## WORK ORDER
Copy out the entries below in full and exactly.

(Records contained in a dataset)
>>

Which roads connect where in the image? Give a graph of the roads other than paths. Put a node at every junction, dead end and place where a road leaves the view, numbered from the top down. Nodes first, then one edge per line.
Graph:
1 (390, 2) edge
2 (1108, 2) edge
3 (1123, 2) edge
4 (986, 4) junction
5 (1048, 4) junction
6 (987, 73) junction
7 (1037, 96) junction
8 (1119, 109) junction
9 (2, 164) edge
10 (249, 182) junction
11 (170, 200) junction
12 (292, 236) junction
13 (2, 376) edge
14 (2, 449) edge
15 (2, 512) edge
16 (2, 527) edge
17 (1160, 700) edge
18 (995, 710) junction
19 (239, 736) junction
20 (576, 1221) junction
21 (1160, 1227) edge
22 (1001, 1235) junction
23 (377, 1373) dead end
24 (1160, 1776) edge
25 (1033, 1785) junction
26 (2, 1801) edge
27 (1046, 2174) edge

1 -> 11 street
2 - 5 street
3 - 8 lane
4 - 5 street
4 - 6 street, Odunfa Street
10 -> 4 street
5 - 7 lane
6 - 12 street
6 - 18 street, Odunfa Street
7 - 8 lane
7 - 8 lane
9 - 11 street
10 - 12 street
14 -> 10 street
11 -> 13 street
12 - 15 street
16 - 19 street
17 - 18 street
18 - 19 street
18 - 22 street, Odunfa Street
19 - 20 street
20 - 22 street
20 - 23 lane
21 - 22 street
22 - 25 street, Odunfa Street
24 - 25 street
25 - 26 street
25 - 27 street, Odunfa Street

<<

## EXPECTED ANSWER
Which roads connect where in the image? Give a graph of the roads other than paths. Put a node at every junction, dead end and place where a road leaves the view, numbered from the top down. Nodes first, then one edge per line.
Graph:
1 (390, 2) edge
2 (1108, 2) edge
3 (1123, 2) edge
4 (986, 4) junction
5 (1048, 4) junction
6 (987, 73) junction
7 (1037, 96) junction
8 (1119, 109) junction
9 (2, 164) edge
10 (249, 182) junction
11 (170, 200) junction
12 (292, 236) junction
13 (2, 376) edge
14 (2, 449) edge
15 (2, 512) edge
16 (2, 527) edge
17 (1160, 700) edge
18 (995, 710) junction
19 (239, 736) junction
20 (576, 1221) junction
21 (1160, 1227) edge
22 (1001, 1235) junction
23 (377, 1373) dead end
24 (1160, 1776) edge
25 (1033, 1785) junction
26 (2, 1801) edge
27 (1046, 2174) edge

1 -> 11 street
2 - 5 street
3 - 8 lane
4 - 5 street
4 - 6 street, Odunfa Street
10 -> 4 street
5 - 7 lane
6 - 12 street
6 - 18 street, Odunfa Street
7 - 8 lane
7 - 8 lane
9 - 11 street
10 - 12 street
14 -> 10 street
11 -> 13 street
12 - 15 street
16 - 19 street
17 - 18 street
18 - 19 street
18 - 22 street, Odunfa Street
19 - 20 street
20 - 22 street
20 - 23 lane
21 - 22 street
22 - 25 street, Odunfa Street
24 - 25 street
25 - 26 street
25 - 27 street, Odunfa Street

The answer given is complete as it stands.